▶ _REQUIRED ACTION_:
Return the entries below in their exact form, leaving the pictures out.

▶ _AVAILABLE DATA_:

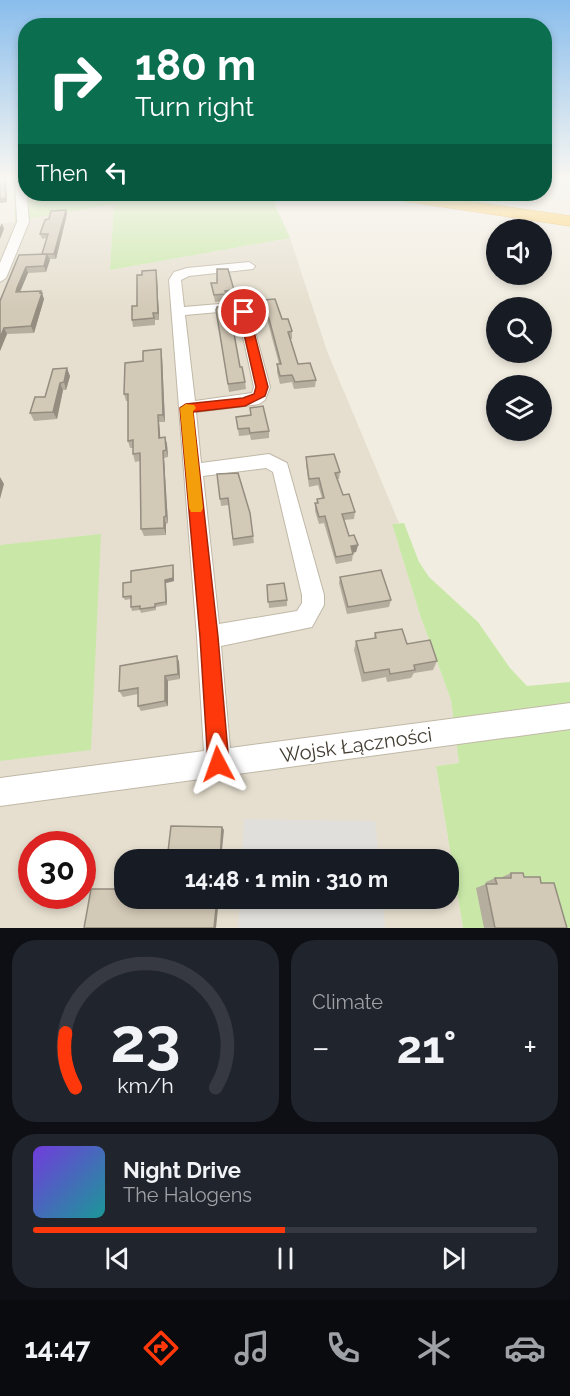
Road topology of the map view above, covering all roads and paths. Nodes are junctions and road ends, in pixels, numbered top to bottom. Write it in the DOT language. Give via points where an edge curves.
graph roads {
  1 [pos="23,221"];
  2 [pos="249,266"];
  3 [pos="0,278"];
  4 [pos="179,312"];
  5 [pos="186,408"];
  6 [pos="192,471"];
  7 [pos="209,637"];
  8 [pos="570,716"];
  9 [pos="218,764"];
  10 [pos="0,792"];
  1 -- 3 [label="street"];
  2 -- 4 [label="street" via="178,275 175,280"];
  4 -- 5 [label="street"];
  4 -- 5 [label="street" via="231,307 244,312 262,387 253,400"];
  5 -- 6 [label="street"];
  6 -- 7 [label="street"];
  6 -- 7 [label="street" via="269,461 281,468 313,595 313,605 304,620"];
  7 -- 9 [label="street"];
  8 -- 9 [label="street, Wojsk Łączności"];
  9 -- 10 [label="street, Wojsk Łączności"];
}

▶ _TASK RESULT_:
Road topology of the map view above, covering all roads and paths. Nodes are junctions and road ends, in pixels, numbered top to bottom. Write it in the DOT language. Give via points where an edge curves.
graph roads {
  1 [pos="23,221"];
  2 [pos="249,266"];
  3 [pos="0,278"];
  4 [pos="179,312"];
  5 [pos="186,408"];
  6 [pos="192,471"];
  7 [pos="209,637"];
  8 [pos="570,716"];
  9 [pos="218,764"];
  10 [pos="0,792"];
  1 -- 3 [label="street"];
  2 -- 4 [label="street" via="178,275 175,280"];
  4 -- 5 [label="street"];
  4 -- 5 [label="street" via="231,307 244,312 262,387 253,400"];
  5 -- 6 [label="street"];
  6 -- 7 [label="street"];
  6 -- 7 [label="street" via="269,461 281,468 313,595 313,605 304,620"];
  7 -- 9 [label="street"];
  8 -- 9 [label="street, Wojsk Łączności"];
  9 -- 10 [label="street, Wojsk Łączności"];
}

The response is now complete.